POC2: Robust Quality & Reliability
POC2: Robust Quality & Reliability
Phase Goal: Prove AKEL produces high-quality outputs consistently at scale
Success Metric: <5% hallucination rate, all 4 quality gates operational
1. Overview
POC2 extends POC1 by implementing the full quality assurance framework (all 4 gates), adding evidence deduplication, and processing significantly more test articles to validate system reliability at scale.
Key Innovation: Complete quality validation pipeline catches all categories of errors
What We're Proving:
- All 4 quality gates work together effectively
- Evidence deduplication prevents artificial inflation
- System maintains quality at larger scale
- Quality metrics dashboard provides actionable insights
2. New Requirements
2.1 NFR11: Complete Quality Assurance Framework
Add Gates 2 & 3 (POC1 had only Gates 1 & 4)
Gate 2: Evidence Relevance Validation
Purpose: Ensure AI-linked evidence actually relates to the claim
Validation Checks:
- Semantic Similarity: Cosine similarity between claim and evidence embeddings ≥ 0.6
2. Entity Overlap: At least 1 shared named entity between claim and evidence
3. Topic Relevance: Evidence discusses the claim's subject matter (score ≥ 0.5)
Action if Failed:
- Discard irrelevant evidence (don't count it)
- If <2 relevant evidence items remain → "Insufficient Evidence" verdict
- Log discarded evidence for quality review
Target: 0% of evidence cited is off-topic
Gate 3: Scenario Coherence Check
Purpose: Validate scenarios are logical, complete, and meaningfully different
Validation Checks:
- Completeness: All required fields populated (assumptions, scope, evidence context)
2. Internal Consistency: Assumptions don't contradict each other (score <0.3)
3. Distinctiveness: Scenarios are meaningfully different (similarity <0.8)

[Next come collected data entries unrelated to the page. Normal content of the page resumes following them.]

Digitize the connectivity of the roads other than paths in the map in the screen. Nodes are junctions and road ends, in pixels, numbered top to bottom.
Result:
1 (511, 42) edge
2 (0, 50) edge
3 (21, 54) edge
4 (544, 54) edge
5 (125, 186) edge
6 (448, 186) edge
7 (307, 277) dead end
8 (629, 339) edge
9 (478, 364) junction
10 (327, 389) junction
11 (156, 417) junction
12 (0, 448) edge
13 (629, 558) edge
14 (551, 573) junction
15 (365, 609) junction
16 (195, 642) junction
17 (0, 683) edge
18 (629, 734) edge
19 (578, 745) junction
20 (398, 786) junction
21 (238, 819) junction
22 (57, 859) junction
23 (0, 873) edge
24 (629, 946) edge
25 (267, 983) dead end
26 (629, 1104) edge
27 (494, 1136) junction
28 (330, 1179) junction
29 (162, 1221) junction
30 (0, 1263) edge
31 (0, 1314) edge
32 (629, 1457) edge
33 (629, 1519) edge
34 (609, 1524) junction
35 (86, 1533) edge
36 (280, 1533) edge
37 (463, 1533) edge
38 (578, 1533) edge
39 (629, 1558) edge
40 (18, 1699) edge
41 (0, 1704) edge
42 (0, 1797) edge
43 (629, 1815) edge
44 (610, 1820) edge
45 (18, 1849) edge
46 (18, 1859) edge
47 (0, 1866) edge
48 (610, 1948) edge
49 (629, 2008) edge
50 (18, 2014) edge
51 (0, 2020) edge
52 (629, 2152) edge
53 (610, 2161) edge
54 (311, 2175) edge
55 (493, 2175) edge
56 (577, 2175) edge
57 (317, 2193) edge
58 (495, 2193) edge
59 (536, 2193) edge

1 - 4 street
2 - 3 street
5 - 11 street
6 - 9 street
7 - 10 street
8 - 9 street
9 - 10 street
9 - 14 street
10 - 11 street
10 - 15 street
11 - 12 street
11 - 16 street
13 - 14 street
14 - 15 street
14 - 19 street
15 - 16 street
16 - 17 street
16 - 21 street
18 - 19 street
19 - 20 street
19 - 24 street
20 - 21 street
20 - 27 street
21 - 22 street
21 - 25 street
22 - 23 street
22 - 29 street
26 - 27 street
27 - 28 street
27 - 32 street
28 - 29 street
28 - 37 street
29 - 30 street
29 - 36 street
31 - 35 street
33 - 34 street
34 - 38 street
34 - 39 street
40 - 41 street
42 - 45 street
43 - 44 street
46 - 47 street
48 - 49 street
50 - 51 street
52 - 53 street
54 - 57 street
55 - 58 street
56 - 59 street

4. Minimum Detail: At least 1 specific assumption per scenario
Action if Failed:
- Merge duplicate scenarios
- Flag contradictory assumptions for review
- Reduce confidence score by 20%
- Do not publish if <2 distinct scenarios
Target: 0% duplicate scenarios, all scenarios internally consistent
2.2 FR54: Evidence Deduplication (NEW)
Importance: HIGH
Fulfills: Accurate evidence counting, prevents artificial inflation
Purpose: Prevent counting the same evidence multiple times when cited by different sources
Problem:
- Wire services (AP, Reuters) redistribute same content
- Different sites cite the same original study
- Aggregators copy primary sources
- AKEL might count this as "5 sources" when it's really 1
Solution: Content Fingerprinting
- Generate SHA-256 hash of normalized text
- Detect near-duplicates (≥85% similarity) using fuzzy matching
- Track which sources cited each unique piece of evidence
- Display provenance chain to user
Target: Duplicate detection >95% accurate, evidence counts reflect reality
2.3 NFR13: Quality Metrics Dashboard (Internal)
Importance: HIGH
Fulfills: Real-time quality monitoring during development
Dashboard Metrics:
- Claim processing statistics
- Gate performance (pass/fail rates for each gate)
- Evidence quality metrics
- Hallucination rate tracking
- Processing performance
Target: Dashboard functional, all metrics tracked, exportable
3. Success Criteria
✅ Quality:
- Hallucination rate <5% (target: <3%)
- Average quality rating ≥8.0/10
- 0 critical failures (publishable falsities)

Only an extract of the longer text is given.